As the film opens, the sweet but taciturn Ahmad (played by the wonderful Ali Mosaffa, aching with emotional reserve) is returning to France for the first time in years. He is picked up at the airport by—and goes to stay with—his estranged wife Marie (a brilliant Bérénice Bejo, flat-out robbed of an Oscar nomination), and true to Farhadi’s style, the epic awkwardness of this living situation is slyly revealed through the interaction of the characters.
It turns out that Marie is already involved with another man with a small child of his own, and Ahmad’s unexpected presence in the house is more disruptive than he originally thought. Ahmad has come back to France to officially divorce Marie, who he abandoned years before, along with her two children. He has striking similarities to the husband character in A Separation, especially his romantic passivity and an unwillingness to choose expatriate domestic life over the cultural familiarity of his homeland.

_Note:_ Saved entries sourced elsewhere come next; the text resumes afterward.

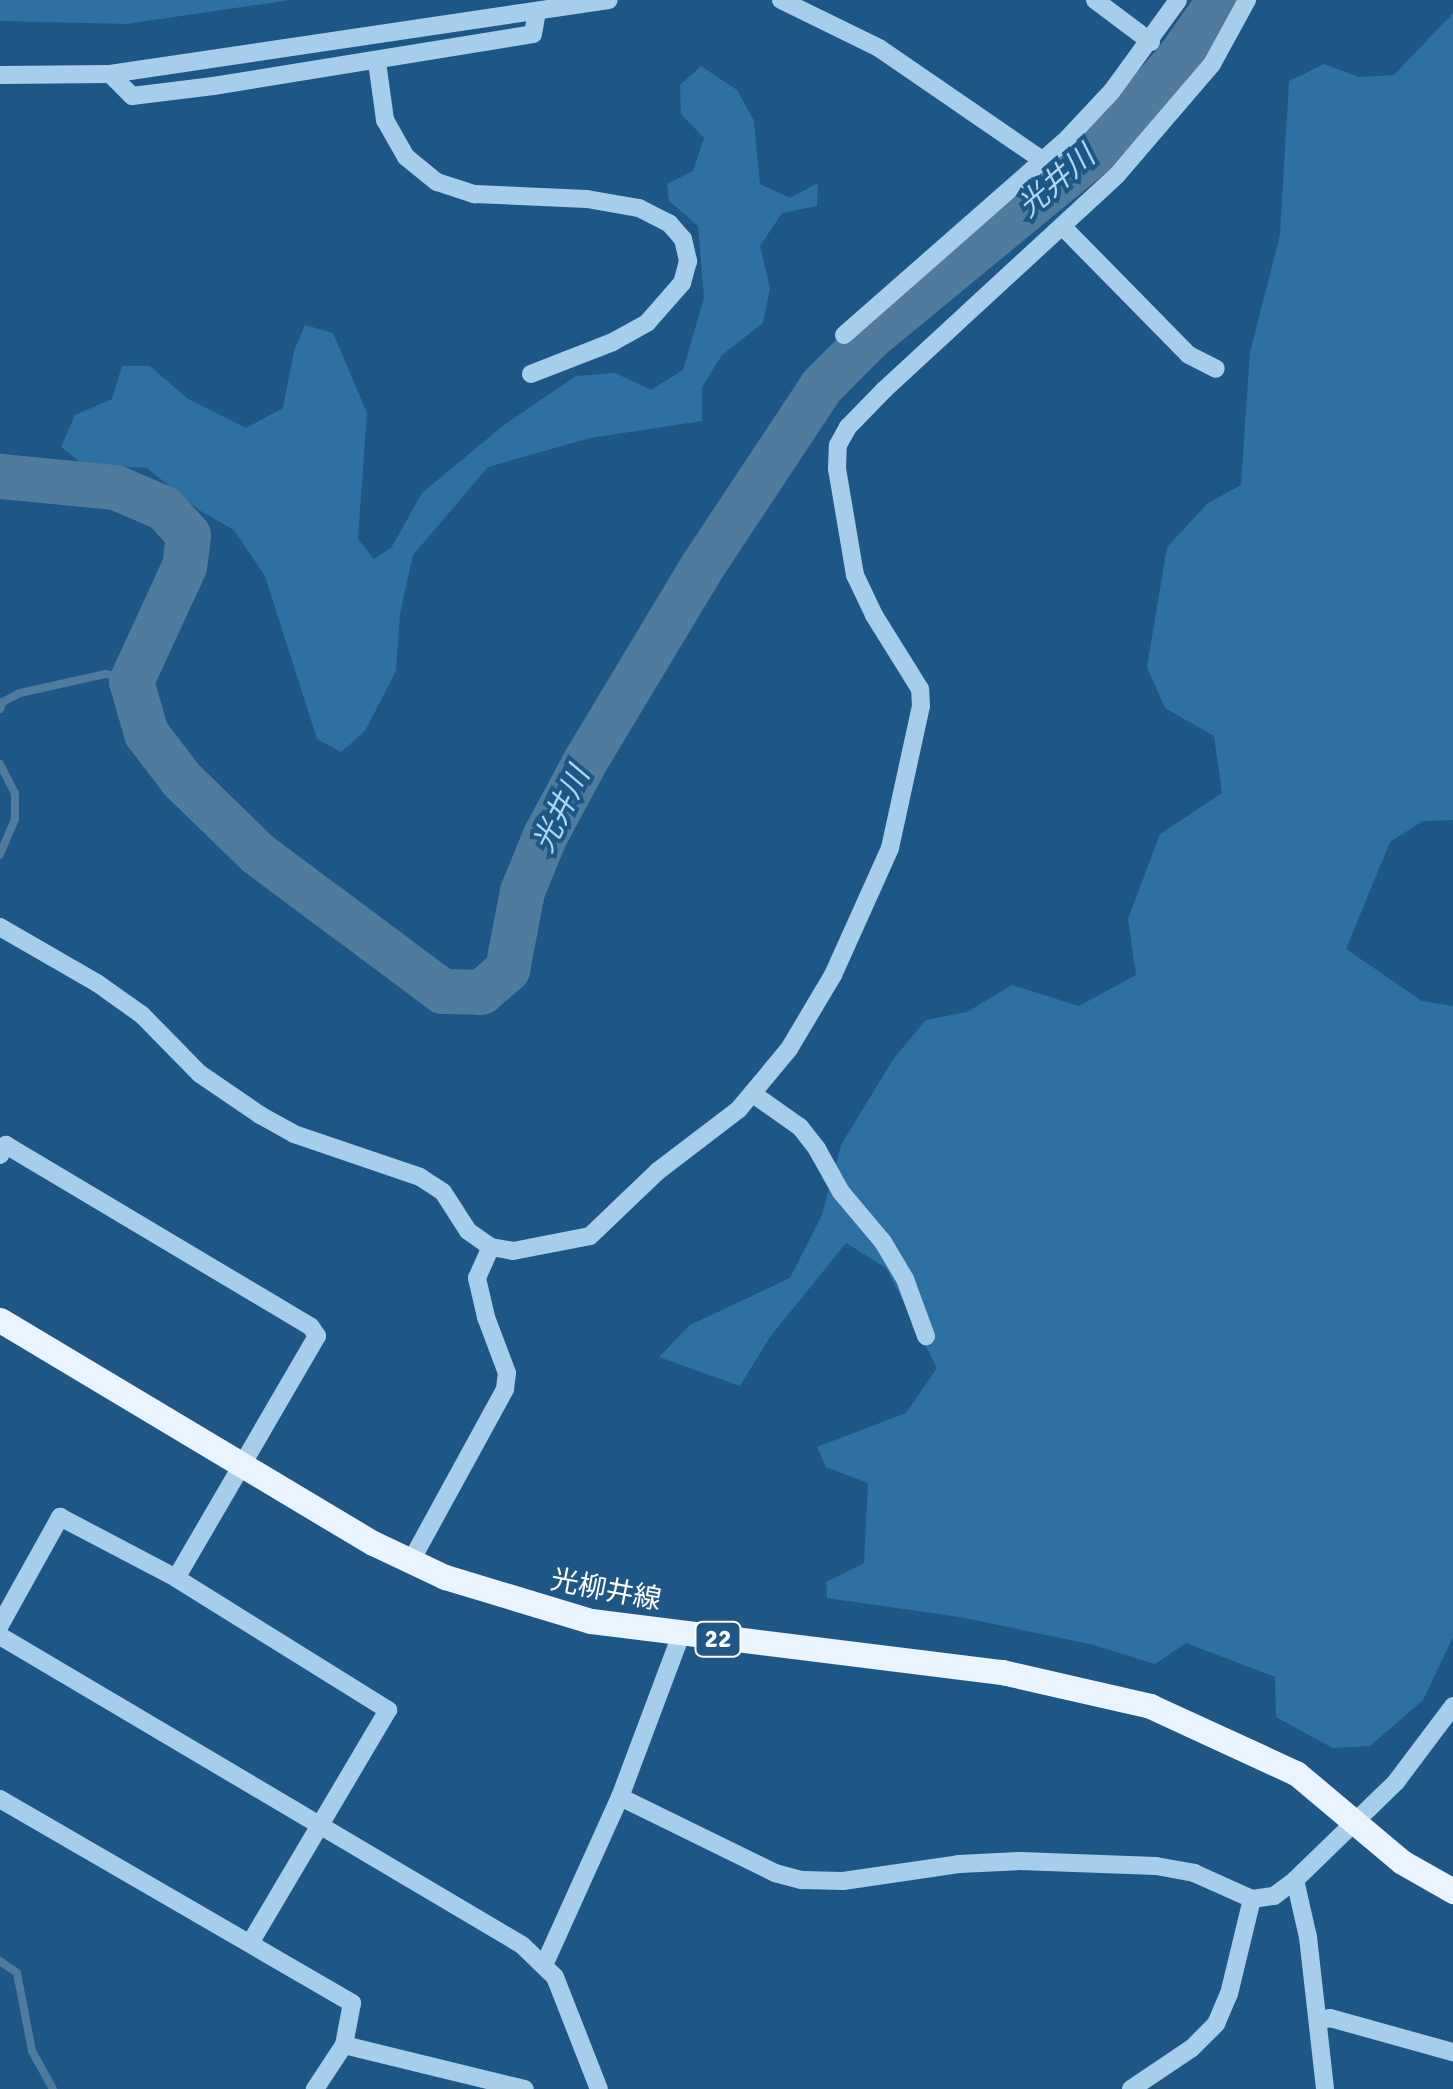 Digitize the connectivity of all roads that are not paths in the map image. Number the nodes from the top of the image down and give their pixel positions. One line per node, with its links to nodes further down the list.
1 (609, 0): 6 (street)
2 (781, 0): 11 (street)
3 (1096, 0): 7 (street)
4 (1178, 0): 7 (street)
5 (1246, 0): 12 (street)
6 (537, 12): 8 (street); 9 (street)
7 (1151, 42): 11 (street)
8 (377, 62): 9 (street); 15 (street)
9 (110, 74): 10 (street)
10 (0, 75)
11 (1042, 160): 13 (street)
12 (1064, 228): 14 (street); 17 (street)
13 (844, 335)
14 (1216, 369)
15 (531, 374)
16 (0, 926): 19 (street)
17 (752, 1094): 19 (street); 21 (street)
18 (0, 1155): 22 (street)
19 (490, 1247): 23 (street)
20 (0, 1320): 22 (main road, 光柳井線 / 22)
21 (926, 1336)
22 (242, 1462): 23 (main road, 光柳井線 / 22); 24 (street)
23 (411, 1561): 26 (main road, 光柳井線 / 22)
24 (176, 1578): 25 (street); 32 (street)
25 (0, 1624)
26 (680, 1635): 29 (street); 31 (main road, 光柳井線 / 22)
27 (0, 1636): 32 (street)
28 (1453, 1706): 31 (street)
29 (620, 1797): 35 (street); 37 (street)
30 (0, 1798): 36 (street)
31 (1352, 1822): 33 (street); 34 (main road, 光柳井線 / 22)
32 (323, 1825): 36 (street); 37 (street)
33 (1295, 1880): 35 (street); 38 (street)
34 (1453, 1891)
35 (1252, 1899): 44 (street)
36 (251, 1942): 39 (street)
37 (545, 1963): 43 (street)
38 (1318, 2021): 40 (street); 45 (street)
39 (344, 2045): 41 (street); 42 (street)
40 (1453, 2052)
41 (315, 2089)
42 (525, 2089)
43 (600, 2089)
44 (1132, 2089)
45 (1326, 2089)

However, Ahmad is mournful and compassionate instead of blustery and combative, proving such a wise and sympathetic father figure to his ex-stepchildren that we begin to wonder what drove him away in the first place. Eventually, it becomes apparent that Ahmad’s reserve masks years of regret for abandoning Marie and her kids, and for his own emotional inertia. At one point, he even attempts to dismiss himself from the action by saying, “I’m nobody in this story.”
There is something chaining each one of these characters to a past they can never reclaim, even as they appeal to bureaucratic systems to fill their emptiness and define their existences. Marie signs a legal document to prove that her marriage to Ahmad has ended, but she still can’t let him go, and we see that her new relationship with another Iranian man named Samir (Tahar Rahim from A Prophet) is just an attempt to reclaim an extinct past.
Samir initially seems like a minor character in The Past, but he has the most troubling and tangible connection to a lingering past of anyone in the film, and gradually drifts to the center of the story. We learn that Samir is still married to a woman in a coma, and that her suicide attempt may have been the result—either directly or indirectly—of his extramarital affair with Marie.
For all of the sophistication in Farhadi’s cinematic style, his script is a little less nuanced, the dialogue too often bonking characters on the nose with key themes like CliffsNotes. It is much more thrilling to discover the hushed intricacies of The Past through subtle shifts in relationships and via Farhadi’s observational style—for example, an attempt by Ahmad to give his stepchildren a present becomes a power struggle of parental styles.
The Past slowly develops into a moral whodunit—Samir’s wife’s suicide attempt is never shown on-screen, but the characters obsessively circle around the event, trying to divine their varying levels of moral culpability. A little more (and less) is understood about the suicide as everyone reveals their role in it, and blame is subtly shifted, and guilt gets reassigned with each new version. It all leads to a heartbreaking final scene in which a clean break from the past is offered and rejected.